Perry Como warmed the hearts of Americans for more than 44 years of song and stage talent. His career saw him record many staple modern American tunes like “Dear Hearts and Gentle People”- a winsome anthem to home, family, and community. Mr. Como passed in 2001, but he is well remembered- as is his famous $2.9 million Long Island home.
Perry Como was a beloved American singer and actor. He recorded his well-loved discography for just over 44 years under the RCA record label. He sold millions of records and was the creator of a weekly musical variety show.
He won five Emmys throughout his career and shared a Peabody award with his friend and partner Jackie Gleason which they won in 1956. “Mr. C,” as he was popularly called during the peak of his long career, died in May of 2001. Since then, the Como family has held on to his Long Island home.
All photos are used with permission from TopTenRealEstateDeals.com
The Como family has now placed the home, appraised at $2.9 million, on the market for sale. The home features an enormous 15-car driveway, a “Hollywood-style” cabana and swimming pool, five bathrooms and six bedrooms.

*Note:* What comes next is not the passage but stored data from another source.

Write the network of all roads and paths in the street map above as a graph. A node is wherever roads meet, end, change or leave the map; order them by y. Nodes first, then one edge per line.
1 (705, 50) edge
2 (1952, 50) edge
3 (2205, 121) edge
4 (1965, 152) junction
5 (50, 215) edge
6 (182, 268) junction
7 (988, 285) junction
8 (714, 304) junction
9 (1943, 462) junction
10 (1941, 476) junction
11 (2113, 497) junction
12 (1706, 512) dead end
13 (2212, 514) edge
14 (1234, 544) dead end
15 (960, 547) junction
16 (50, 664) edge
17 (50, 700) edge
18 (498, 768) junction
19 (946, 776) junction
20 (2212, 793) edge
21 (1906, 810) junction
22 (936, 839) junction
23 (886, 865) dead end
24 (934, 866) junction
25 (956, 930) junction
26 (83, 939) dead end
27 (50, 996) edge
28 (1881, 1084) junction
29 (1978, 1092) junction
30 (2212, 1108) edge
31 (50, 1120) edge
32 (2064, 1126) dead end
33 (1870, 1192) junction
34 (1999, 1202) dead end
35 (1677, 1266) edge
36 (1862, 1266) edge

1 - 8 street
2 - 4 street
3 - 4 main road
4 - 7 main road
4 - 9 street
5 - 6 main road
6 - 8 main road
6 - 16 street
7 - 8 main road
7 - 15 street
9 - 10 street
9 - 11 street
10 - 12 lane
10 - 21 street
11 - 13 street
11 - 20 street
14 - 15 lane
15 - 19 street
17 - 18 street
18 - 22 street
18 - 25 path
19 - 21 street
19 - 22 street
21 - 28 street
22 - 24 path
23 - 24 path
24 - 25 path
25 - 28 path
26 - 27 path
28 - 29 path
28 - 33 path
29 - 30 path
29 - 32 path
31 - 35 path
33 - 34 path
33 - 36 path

It is a 4,732 square foot monument to a time when America dreamed big, lived big and enjoyed the glory of having successfully made it through the horrors of World War II by the skin of its collective teeth.
Stepping into the family room, we see classic American style furniture, curvaceous, wooden, quilted, and made complete with the presence of a grand piano just off to one side. On the coffee table stands the bust of a “comedy” mask which looks like something we might see between takes on the Red Skelton Show.
There is no TV in this room- but there’s a place for just about any shade of conversation, a chess set stands at the foot of a large bay window- and dare we say- a feeling of unmitigated wholesomeness. Leading out of the living room is an arched doorway leading to a curved stairwell that is enticing, to say the least.
Should one manage to resist the allure of the stairwell, we can step to the left and find yet another living room- this one quite a bit more modern than the last. The contrast between the two rooms is somewhat like stepping from the 1950s into the 1960s- a time shift that could be said to typify Como’s illustrious career.
This room is larger, more open and dominated by more contemporary-looking leather furniture. A large glass coffee table stands in the center, suggesting that this room is more adult-oriented than the last.
The doorway between the two rooms is a large wood-trimmed arch with a single, heavy beam of stained maple at the top.
Off to the side, neatly tucked away, is a small office with a large but simple work desk, a steel lamp, and a large bookshelf for a backdrop. The office is finished in woodwork with ambient lighting from the ceiling.
In a marked departure from the lightheartedness of the rooms we’ve seen so far, there is a long, narrow dining area with shining hardwood floors, muted gray-blue walls and a long table topped with beige marble.
The rest of the home is finished in cheery, white-painted wood, light-friendly windows- and exudes all the charm that its former owner was famous for.